• _Problem_: Your job is to return every line in the data holding the string "الطريق".

• _Stored items from a collection_:
+++++
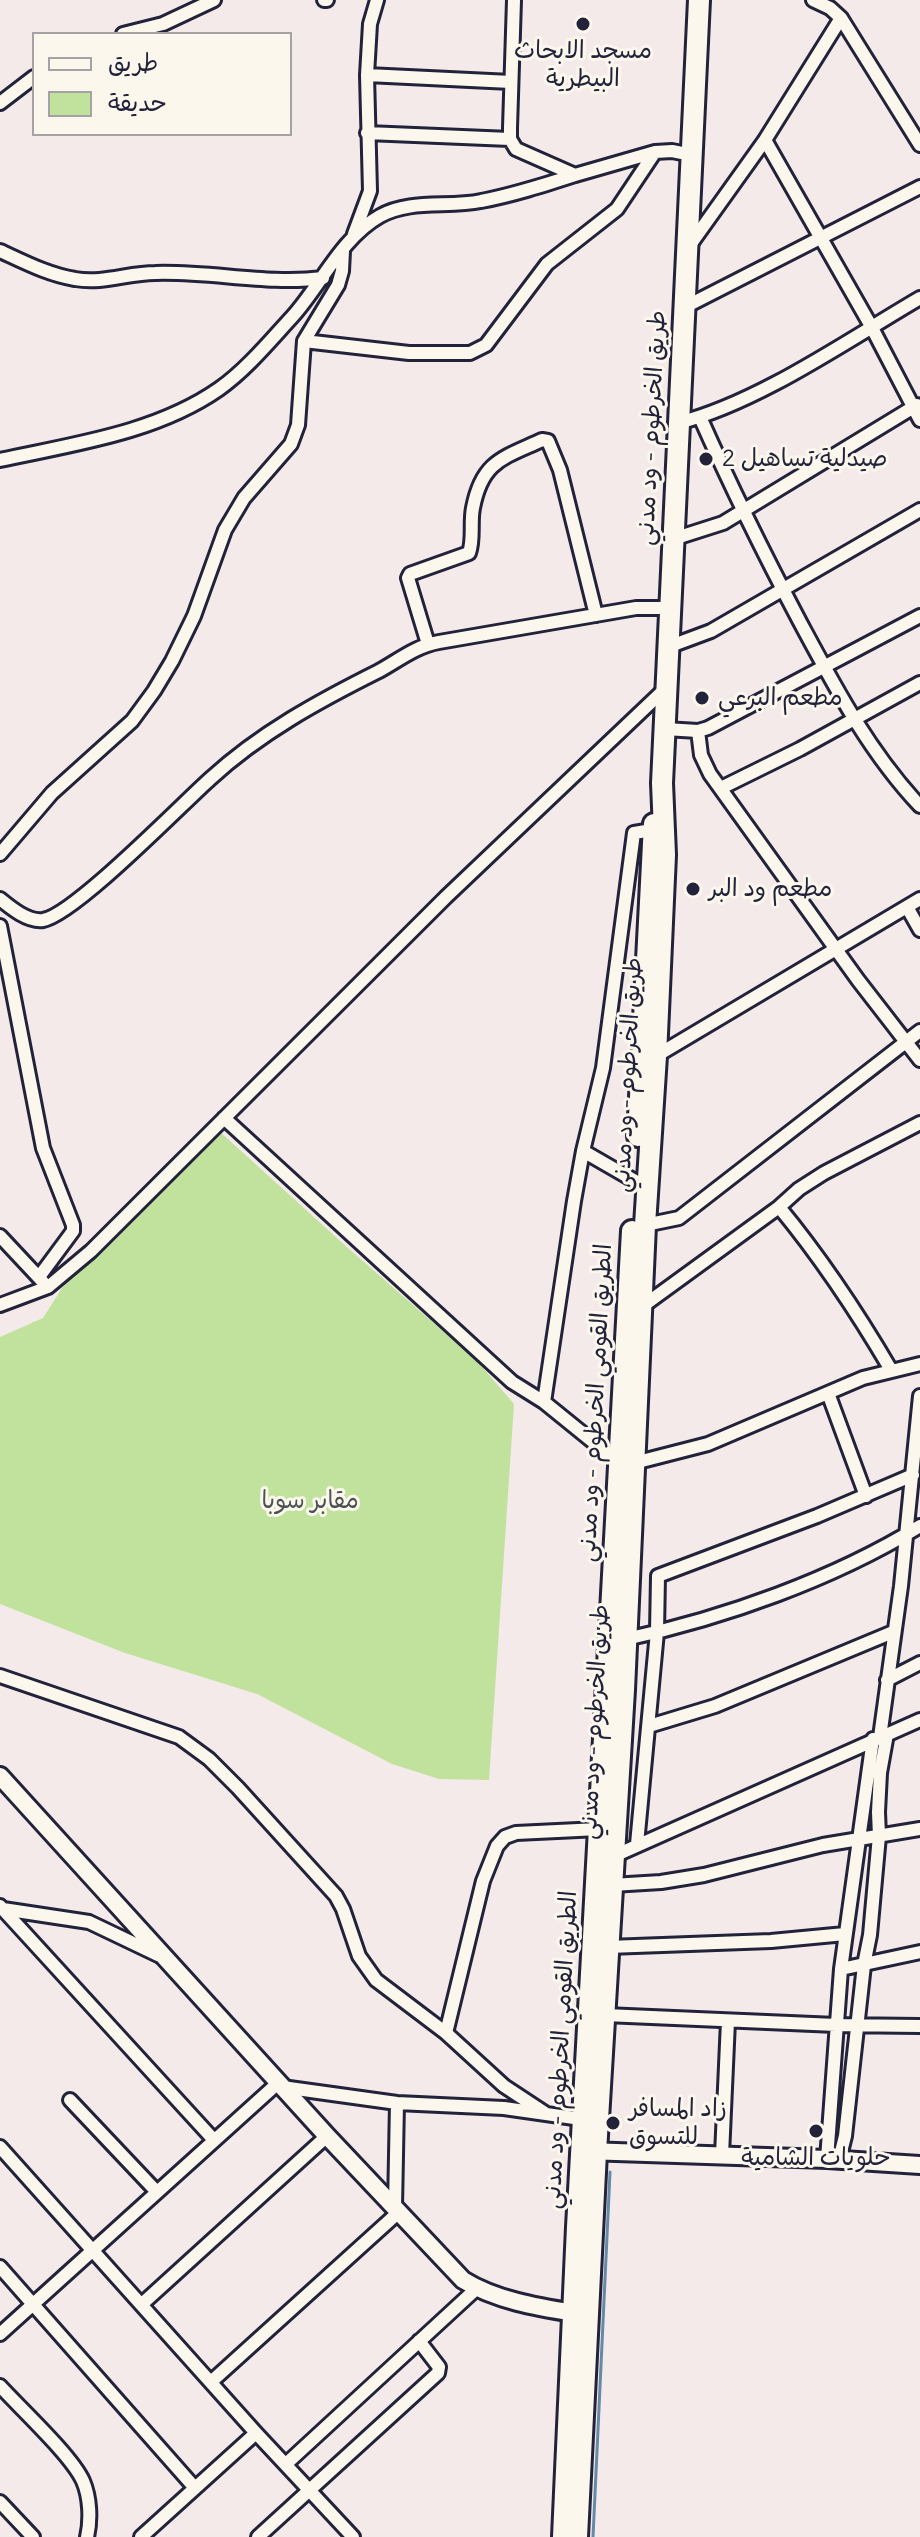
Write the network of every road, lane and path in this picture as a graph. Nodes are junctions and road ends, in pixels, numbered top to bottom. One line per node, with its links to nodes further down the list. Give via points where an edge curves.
1 (214, 0): 7 (street, via 163,24)
2 (377, 0): 8 (street)
3 (514, 0): 10 (street)
4 (699, 0): 17 (highway, طريق الخرطوم - ود مدني)
5 (813, 0): 6 (street)
6 (841, 18): 14 (street); 15 (street)
7 (131, 32)
8 (367, 75): 10 (street); 12 (street)
9 (32, 79): 11 (street)
10 (511, 82): 13 (street)
11 (0, 103)
12 (367, 133): 13 (street); 20 (street, via 370,191)
13 (510, 139): 18 (street, via 521,153)
14 (765, 140): 21 (street); 24 (street)
15 (920, 145)
16 (655, 152): 17 (street); 18 (street); 29 (street, via 617,209 547,264 479,351 409,353)
17 (692, 155): 24 (highway, طريق الخرطوم - ود مدني)
18 (575, 175): 20 (street, via 481,202 397,209)
19 (920, 187): 21 (street)
20 (353, 237): 23 (street)
21 (821, 238): 27 (street); 28 (street)
22 (0, 251): 25 (street, via 85,281 158,273 279,281)
23 (343, 251): 25 (street); 29 (street, via 338,285)
24 (686, 251): 27 (highway, طريق الخرطوم - ود مدني)
25 (323, 278): 34 (street, via 266,344 208,396 117,435)
26 (920, 298): 28 (street)
27 (683, 308): 33 (highway, طريق الخرطوم - ود مدني)
28 (871, 326): 30 (street); 31 (street)
29 (304, 341): 56 (street, via 298,425 291,444 244,498 225,530 186,635 154,691 119,735 52,793)
30 (917, 405): 32 (street); 36 (street)
31 (700, 417): 33 (street); 36 (street)
32 (920, 420)
33 (678, 423): 37 (highway, طريق الخرطوم - ود مدني)
34 (0, 460)
35 (920, 510): 38 (street)
36 (742, 511): 37 (street); 38 (street)
37 (673, 539): 39 (highway, طريق الخرطوم - ود مدني)
38 (782, 588): 43 (street, via 711,631); 44 (street)
39 (670, 608): 40 (street); 43 (highway, طريق الخرطوم - ود مدني)
40 (596, 615): 42 (street); 42 (street, via 560,470 551,445 542,440 497,460 485,473 473,508 469,553 410,574)
41 (920, 616): 44 (street)
42 (428, 644): 57 (street, via 332,693 232,760 54,916 32,919)
43 (668, 647): 46 (highway, طريق الخرطوم - ود مدني)
44 (824, 666): 47 (street); 49 (street)
45 (920, 683): 47 (street)
46 (666, 688): 48 (highway, طريق الخرطوم - ود مدني); 67 (street)
47 (853, 719): 51 (street); 52 (street)
48 (665, 729): 49 (street); 53 (highway, طريق الخرطوم - ود مدني)
49 (698, 731): 51 (street, via 704,764)
50 (920, 786): 52 (street)
51 (721, 788): 62 (street)
52 (909, 794): 54 (street)
53 (662, 801): 55 (highway, الطريق القومي الخرطوم - ود مدني)
54 (920, 806)
55 (659, 829): 65 (highway, طريق الخرطوم - ود مدني); 69 (street, via 634,833 603,1068); 70 (highway, الطريق القومي الخرطوم - ود مدني)
56 (0, 854)
57 (0, 899)
58 (920, 899): 59 (street)
59 (907, 907): 61 (street); 62 (street)
60 (0, 926): 74 (street, via 43,1148 73,1225)
61 (920, 930)
62 (835, 949): 64 (street); 65 (street)
63 (920, 1031): 64 (street)
64 (906, 1042): 66 (street); 72 (street, via 679,1218)
65 (656, 1056): 72 (highway, طريق الخرطوم - ود مدني)
66 (920, 1060)
67 (224, 1118): 75 (street); 82 (street, via 512,1382)
68 (920, 1123): 71 (street, via 824,1173)
69 (583, 1151): 70 (street); 82 (street)
70 (635, 1181): 83 (highway, الطريق القومي الخرطوم - ود مدني)
71 (779, 1207): 77 (street); 79 (street, via 851,1301)
72 (645, 1225): 77 (highway, طريق الخرطوم - ود مدني)
73 (0, 1236): 74 (street)
74 (39, 1277): 75 (street)
75 (48, 1287): 76 (street)
76 (0, 1305)
77 (643, 1306): 83 (highway, طريق الخرطوم - ود مدني)
78 (920, 1364): 79 (street)
79 (891, 1370): 80 (street)
80 (828, 1393): 83 (street, via 708,1444); 85 (street)
81 (920, 1396): 84 (street)
82 (544, 1402): 83 (street)
83 (626, 1463): 90 (highway, طريق الخرطوم - ود مدني); 100 (highway, الطريق القومي الخرطوم - ود مدني)
84 (913, 1475): 85 (street); 87 (street)
85 (866, 1496): 88 (street, via 658,1576)
86 (920, 1526): 87 (street)
87 (906, 1534): 88 (street, via 800,1584); 89 (street)
88 (657, 1632): 90 (street); 95 (street)
89 (893, 1632): 93 (street); 95 (street, via 715,1706)
90 (626, 1639): 98 (highway, طريق الخرطوم - ود مدني)
91 (920, 1663): 93 (street)
92 (0, 1676): 119 (street, via 179,1737 209,1759 336,1896 367,1970)
93 (887, 1680): 96 (street)
94 (920, 1720): 96 (street)
95 (649, 1726): 97 (street)
96 (880, 1736): 102 (street); 103 (street); 104 (street)
97 (644, 1765): 98 (street); 104 (street)
98 (619, 1767): 105 (highway, طريق الخرطوم - ود مدني)
99 (0, 1776): 111 (street)
100 (599, 1829): 119 (street, via 516,1833 497,1846 476,1904); 124 (highway, الطريق القومي الخرطوم - ود مدني)
101 (920, 1829): 102 (street)
102 (879, 1836): 103 (street); 112 (street)
103 (860, 1839): 106 (street, via 704,1875); 108 (street)
104 (637, 1844): 105 (street)
105 (614, 1856): 106 (highway, طريق الخرطوم - ود مدني)
106 (612, 1885): 109 (highway, طريق الخرطوم - ود مدني)
107 (1, 1908): 111 (street, via 89,1922); 126 (street)
108 (845, 1934): 109 (street); 113 (street)
109 (608, 1947): 114 (highway, طريق الخرطوم - ود مدني)
110 (920, 1952): 112 (street)
111 (164, 1958): 120 (street)
112 (864, 1965): 113 (street); 117 (street)
113 (841, 1969): 116 (street)
114 (605, 2015): 115 (street); 124 (highway, طريق الخرطوم - ود مدني)
115 (728, 2021): 116 (street); 129 (street)
116 (836, 2025): 117 (street); 130 (street)
117 (856, 2025): 118 (street); 130 (street, via 845,2136)
118 (920, 2026)
119 (446, 2033): 123 (street, via 504,2086)
120 (280, 2085): 122 (street); 125 (street); 126 (street)
121 (70, 2100): 132 (street)
122 (397, 2103): 123 (street); 133 (street)
123 (545, 2113): 124 (street)
124 (591, 2120): 128 (highway, الطريق القومي الخرطوم - ود مدني)
125 (327, 2136): 133 (street); 138 (street)
126 (213, 2139): 132 (street)
127 (0, 2147): 134 (street)
128 (588, 2151): 129 (street); 139 (highway, الطريق القومي الخرطوم - ود مدني); 155 (highway, الطريق القومي الخرطوم - ود مدني)
129 (722, 2155): 130 (street)
130 (833, 2159): 131 (street)
131 (920, 2165)
132 (156, 2191): 134 (street)
133 (397, 2209): 136 (street); 142 (street)
134 (93, 2251): 137 (street); 138 (street)
135 (0, 2267): 137 (street)
136 (476, 2289): 139 (street); 141 (street)
137 (33, 2304): 140 (street); 146 (street)
138 (142, 2304): 142 (street)
139 (574, 2313): 154 (highway, الطريق القومي الخرطوم - ود مدني)
140 (0, 2334)
141 (419, 2341): 145 (street); 147 (street, via 438,2373)
142 (212, 2381): 144 (street)
143 (0, 2386): 150 (street, via 82,2480 89,2513)
144 (256, 2433): 145 (street); 146 (street)
145 (286, 2464): 147 (street)
146 (195, 2488): 151 (street)
147 (310, 2490): 152 (street); 153 (street)
148 (0, 2502): 149 (street)
149 (33, 2537)
150 (87, 2537)
151 (141, 2537)
152 (258, 2537)
153 (353, 2537)
154 (563, 2537)
155 (577, 2537)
+++++
• _The completed task_:
53 (662, 801): 55 (highway, الطريق القومي الخرطوم - ود مدني)
55 (659, 829): 65 (highway, طريق الخرطوم - ود مدني); 69 (street, via 634,833 603,1068); 70 (highway, الطريق القومي الخرطوم - ود مدني)
70 (635, 1181): 83 (highway, الطريق القومي الخرطوم - ود مدني)
83 (626, 1463): 90 (highway, طريق الخرطوم - ود مدني); 100 (highway, الطريق القومي الخرطوم - ود مدني)
100 (599, 1829): 119 (street, via 516,1833 497,1846 476,1904); 124 (highway, الطريق القومي الخرطوم - ود مدني)
124 (591, 2120): 128 (highway, الطريق القومي الخرطوم - ود مدني)
128 (588, 2151): 129 (street); 139 (highway, الطريق القومي الخرطوم - ود مدني); 155 (highway, الطريق القومي الخرطوم - ود مدني)
139 (574, 2313): 154 (highway, الطريق القومي الخرطوم - ود مدني)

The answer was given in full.